Secretary of Social Affairs
- In office 7 March 1977 – 3 June 1977
- Preceded by: Robert Moreau
- Succeeded by: Alfred Califice

Minister of Pensions
- In office 7 March 1977 – 3 June 1977
- Preceded by: Robert Moreau
- Succeeded by: Jos Wijninckx [nl]

Member of the Chamber of Representatives
- In office 9 March 1971 – 2 January 1979
- Preceded by: Lucien Glibert
- Succeeded by: Maurice Dehu

Personal details
- Born: 23 December 1924 Braine-l'Alleud, Belgium
- Died: 28 July 2020 (aged 95)
- Party: PSC

= Marcel Plasman =

Belgian politician (1924–2020)

Marcel Plasman (23 December 1924 – 28 July 2020) was a Belgian politician.

==Biography==
Plasman began his career as an employee of the Federation of Christian Mutualites. He also served as President of the Fédération nationale des associations médico-sociales from 1972 to 1973 and again from 1985 to 1987. He was President of the Association chrétienne des Invalides et Handicapés from 1975 to 1985 and President of the Confédération des Institutions hospitalières from 1974 to 1976 and 1984 to 1986.

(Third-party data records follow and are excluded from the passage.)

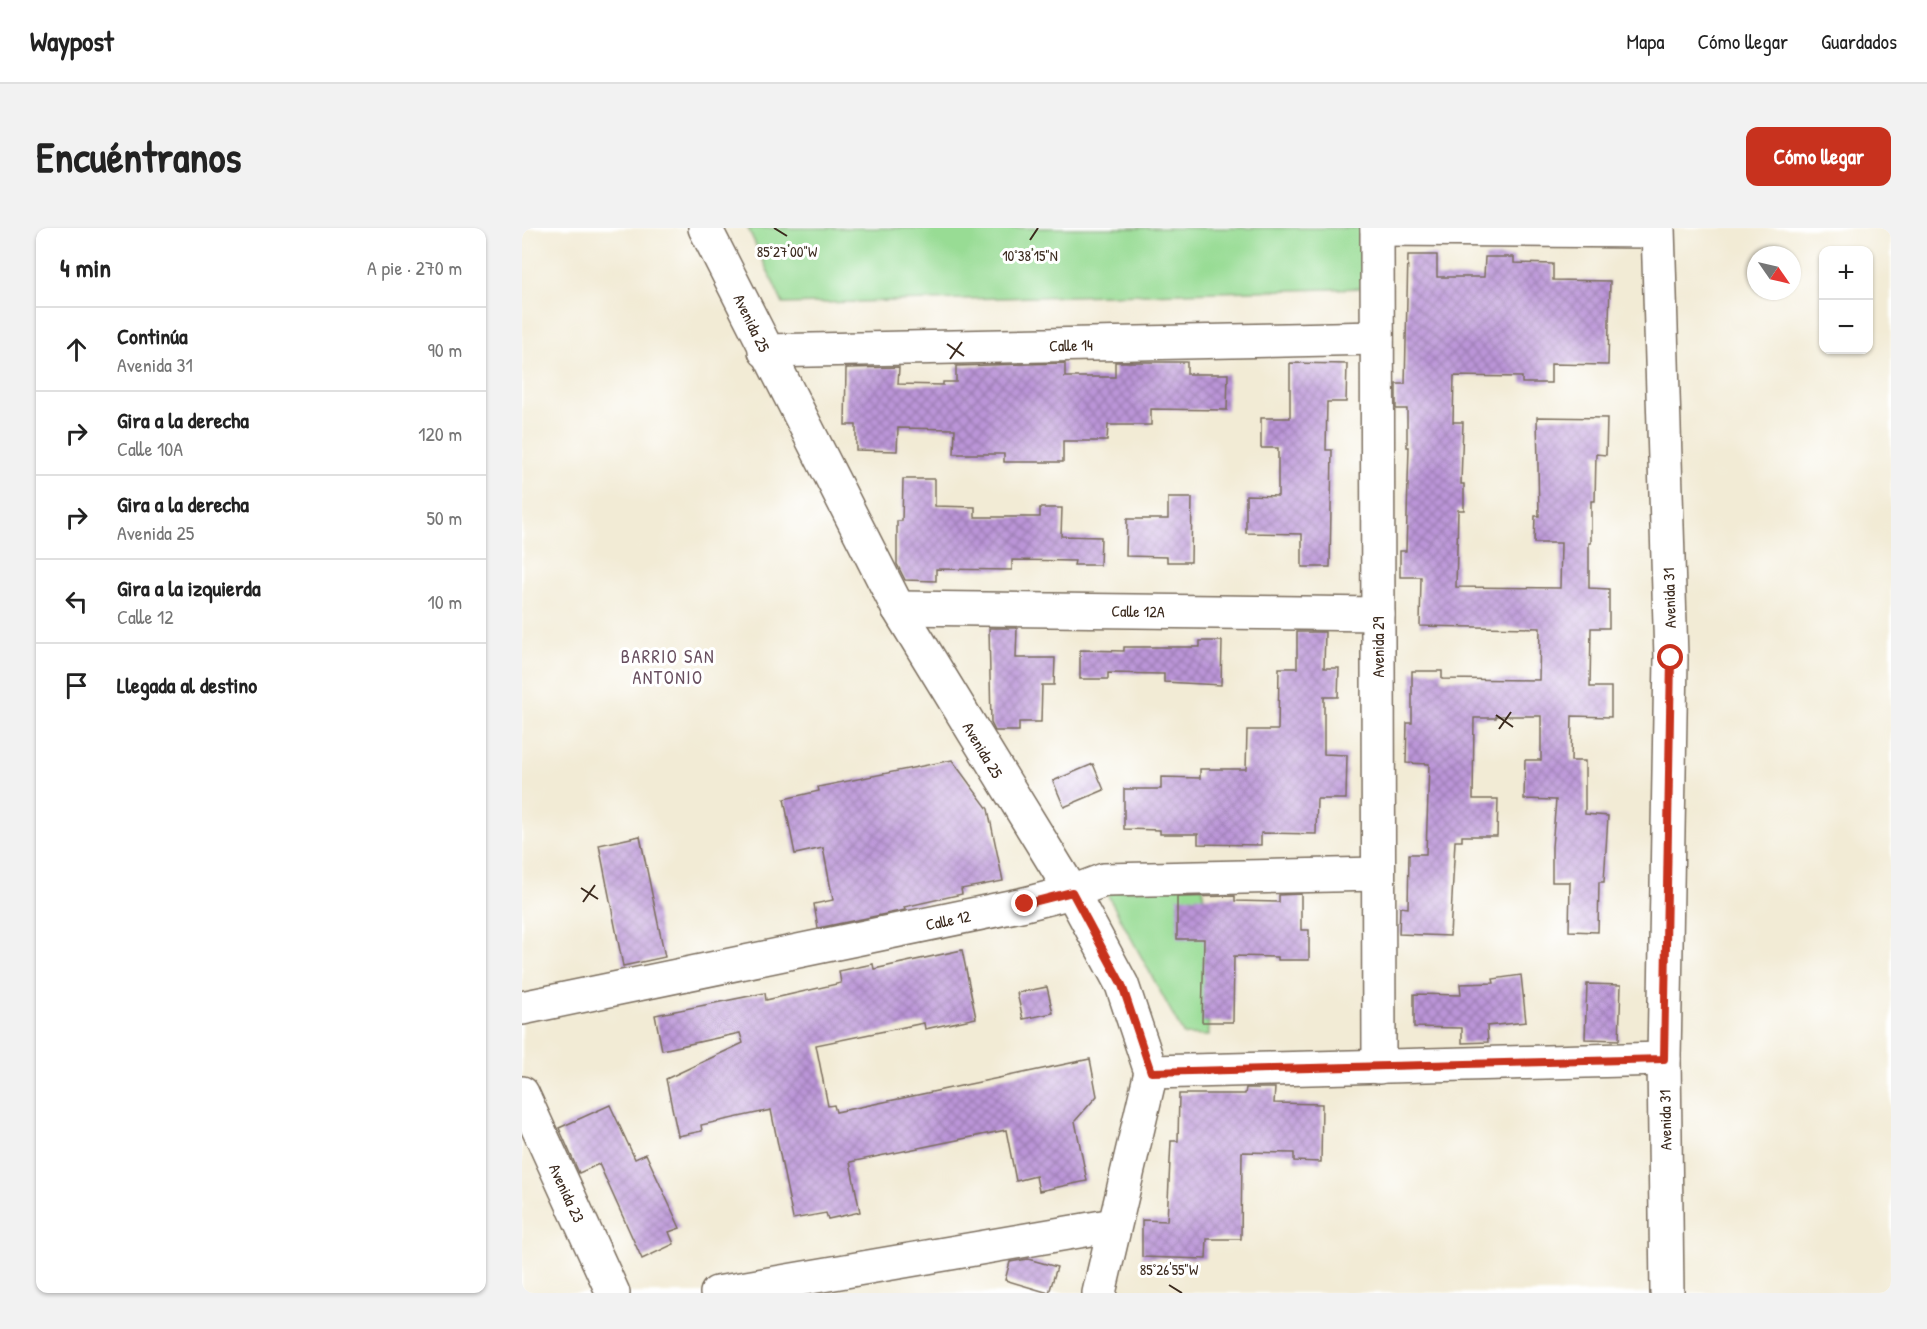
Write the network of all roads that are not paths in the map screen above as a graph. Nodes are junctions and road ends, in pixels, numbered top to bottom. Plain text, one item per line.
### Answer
1 (705, 228) edge
2 (1377, 229) edge
3 (1658, 229) edge
4 (1377, 338) junction
5 (765, 351) junction
6 (898, 608) junction
7 (1378, 614) junction
8 (1378, 874) junction
9 (1072, 892) junction
10 (522, 1008) edge
11 (1664, 1059) junction
12 (1379, 1066) junction
13 (1151, 1072) junction
14 (522, 1094) edge
15 (1114, 1225) junction
16 (613, 1293) edge
17 (717, 1293) edge
18 (1099, 1293) edge
19 (1666, 1293) edge

1 - 5 street, Avenida 25
2 - 3 street
2 - 4 street, Avenida 29
3 - 11 street, Avenida 31
4 - 5 street, Calle 14
4 - 7 street, Avenida 29
5 - 6 street, Avenida 25
6 - 7 street, Calle 12A
6 - 9 street, Avenida 25
7 - 8 street, Avenida 29
8 - 9 street, Calle 12
8 - 12 street, Avenida 29
9 - 10 street, Calle 12
9 - 13 street, Avenida 25
11 - 12 street
11 - 19 street, Avenida 31
12 - 13 street
13 - 15 street
14 - 16 street, Avenida 23
15 - 17 street
15 - 18 street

Plasman was a member of the Centre démocrate humaniste (PSC) party and was elected to the communal council of Nivelles in 1964, serving until 1996. From 1977 to 1982 and from 1989 to 1995, he served as Mayor.

From 1971 to 1979, Plasman served in the Chamber of Representatives, representing the arrondissement of Nivelles. He left the Chamber in 1979 and was succeeded by Raymond Langendries. In 1977, he was appointed Minister of Pensions and Secretary of Social Affairs under the second government of Leo Tindemans.

Marcel Plasman died of pneumonia on 28 July 2020 at the age of 95.